* Activity
The answer must be a single number: how many lines in the entries hold the string "points".

:: Information shown

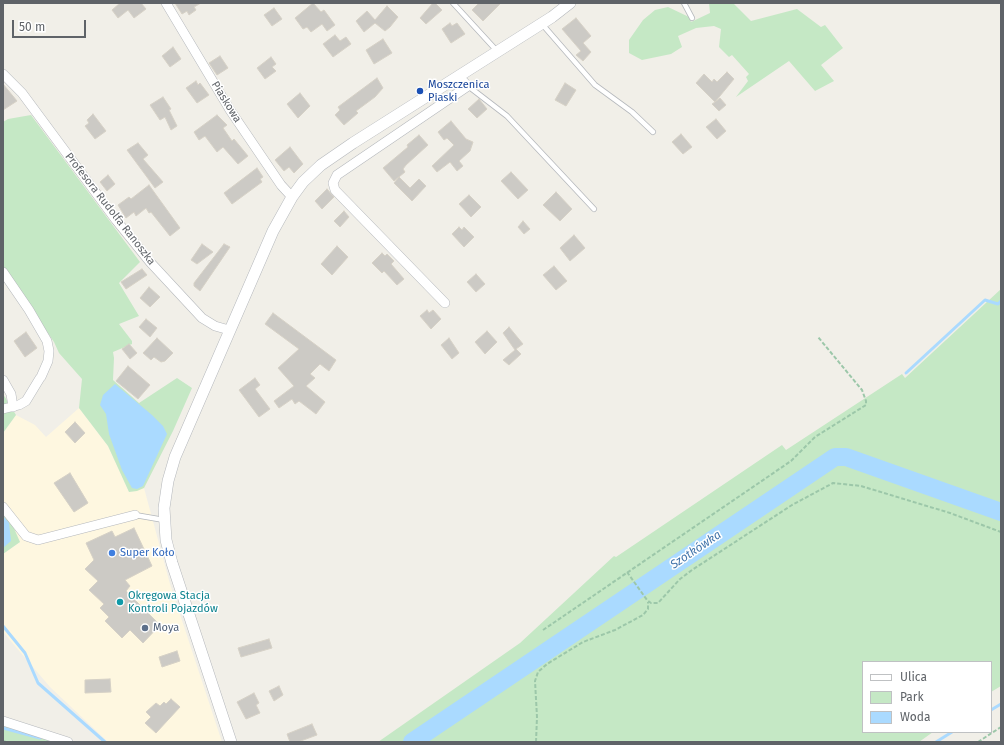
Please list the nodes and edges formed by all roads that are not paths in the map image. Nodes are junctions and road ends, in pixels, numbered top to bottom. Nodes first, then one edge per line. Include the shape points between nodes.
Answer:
1 (166, 3) edge
2 (453, 3) edge
3 (570, 3) edge
4 (684, 3) edge
5 (692, 18) dead end
6 (542, 24) junction
7 (498, 52) junction
8 (3, 74) edge
9 (459, 77) junction
10 (468, 86) junction
11 (653, 132) dead end
12 (292, 197) junction
13 (594, 209) dead end
14 (3, 272) edge
15 (445, 303) dead end
16 (229, 330) junction
17 (3, 380) edge
18 (13, 406) junction
19 (3, 409) edge
20 (3, 507) edge
21 (135, 515) joint
22 (164, 520) junction
23 (3, 721) edge
24 (68, 742) edge
25 (231, 742) edge

1 - 12 street, Piaskowa via 230,110
2 - 7 lane
3 - 6 street
4 - 5 lane
6 - 7 street
6 - 11 lane via 595,85 632,112
7 - 9 street
8 - 16 street, Profesora Rudolfa Ranoszka via 22,93 150,262 202,318 215,326
9 - 10 street
9 - 12 street via 321,165
10 - 13 lane via 507,116
10 - 15 street via 337,175 333,183 335,190
12 - 16 street via 273,231
14 - 18 street via 47,341 48,361 41,377 26,401
16 - 22 street via 175,457 168,481
17 - 18 street via 11,394
18 - 19 street
20 - 21 street via 26,536 38,540
21 - 22 lane
22 - 25 street via 172,563
23 - 24 street

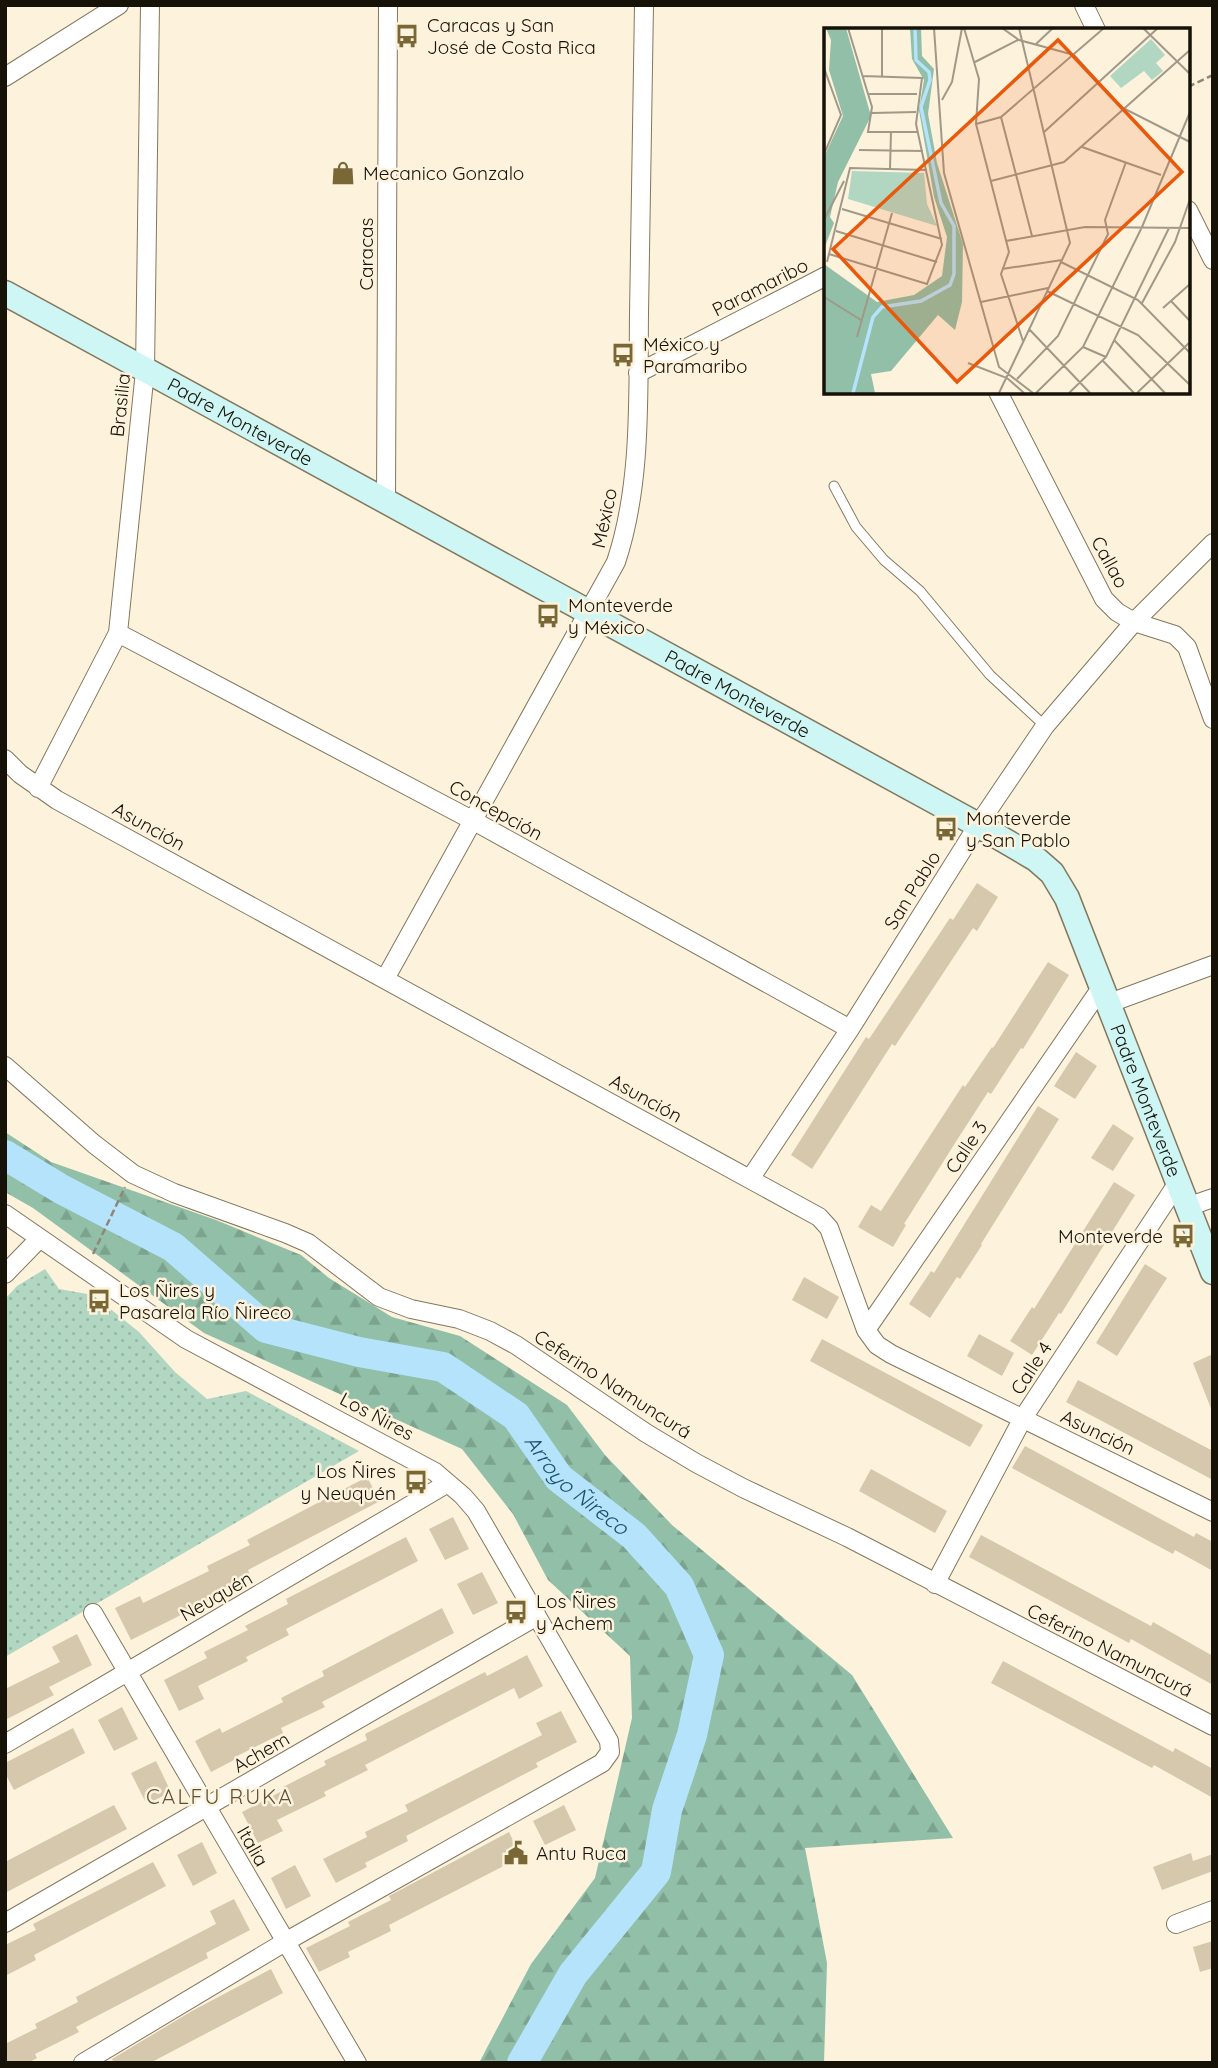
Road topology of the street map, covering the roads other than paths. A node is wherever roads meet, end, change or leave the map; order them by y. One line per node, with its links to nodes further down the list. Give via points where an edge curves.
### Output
1 (119, 5): 7 (street)
2 (150, 5): 12 (street, Brasilia)
3 (388, 5): 16 (street, Caracas)
4 (644, 5): 13 (street, México)
5 (1084, 5): 6 (street)
6 (1095, 28)
7 (5, 77)
8 (1190, 215): 9 (street)
9 (1213, 260)
10 (824, 277): 13 (street, Paramaribo)
11 (5, 293): 12 (street, Padre Monteverde)
12 (145, 371): 16 (street, Padre Monteverde); 20 (street, Brasilia)
13 (639, 373): 18 (street, México, via 627,529 616,562)
14 (999, 394): 19 (street, Callao, via 1104,599)
15 (834, 486): 22 (lane, via 856,527 884,560 920,591 990,675)
16 (386, 503): 18 (street, Padre Monteverde)
17 (1213, 543): 19 (street, San Pablo)
18 (589, 612): 25 (street, México); 26 (street, Padre Monteverde)
19 (1134, 622): 21 (street, Callao, via 1175,635 1186,647); 22 (street, San Pablo)
20 (118, 633): 24 (street, Brasilia); 25 (street, Concepción)
21 (1213, 719)
22 (1045, 726): 26 (street, San Pablo)
23 (5, 759): 24 (street, Asunción)
24 (38, 788): 28 (street, Asunción)
25 (472, 820): 28 (street, México); 30 (street, Concepción)
26 (978, 825): 29 (street, Padre Monteverde, via 1052,873 1067,898); 30 (street, San Pablo)
27 (1213, 965): 29 (street)
28 (385, 979): 32 (street, Asunción)
29 (1104, 996): 33 (street, Padre Monteverde); 39 (street, Calle 3)
30 (850, 1029): 32 (street, San Pablo)
31 (5, 1066): 43 (street, Ceferino Namuncurá, via 133,1174 307,1243 379,1297 490,1331 696,1463)
32 (750, 1179): 39 (street, Asunción, via 819,1217 829,1228)
33 (1182, 1196): 34 (street); 37 (street, Padre Monteverde); 40 (street, Calle 4)
34 (1213, 1198)
35 (5, 1214): 36 (street, Los Ñires)
36 (40, 1238): 38 (street); 41 (street, Los Ñires, via 186,1339 398,1451)
37 (1213, 1272)
38 (5, 1274)
39 (866, 1330): 40 (street, Asunción, via 891,1354)
40 (1023, 1418): 42 (street, Asunción); 43 (street, Calle 4)
41 (449, 1483): 45 (street, Los Ñires, via 476,1511); 46 (street, Neuquén)
42 (1213, 1512)
43 (935, 1584): 47 (street, Ceferino Namuncurá)
44 (93, 1613): 46 (street, Italia)
45 (537, 1616): 49 (street, Achem); 53 (street, Los Ñires, via 609,1741 610,1752 602,1763)
46 (127, 1672): 48 (street, Neuquén); 49 (street, Italia)
47 (1213, 1726)
48 (5, 1744)
49 (207, 1809): 51 (street, Achem); 53 (street, Italia)
50 (1213, 1910): 52 (street)
51 (5, 1923)
52 (1176, 1924)
53 (285, 1942): 54 (street); 55 (street, Italia)
54 (83, 2063)
55 (357, 2063)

::::

* Expected answer
2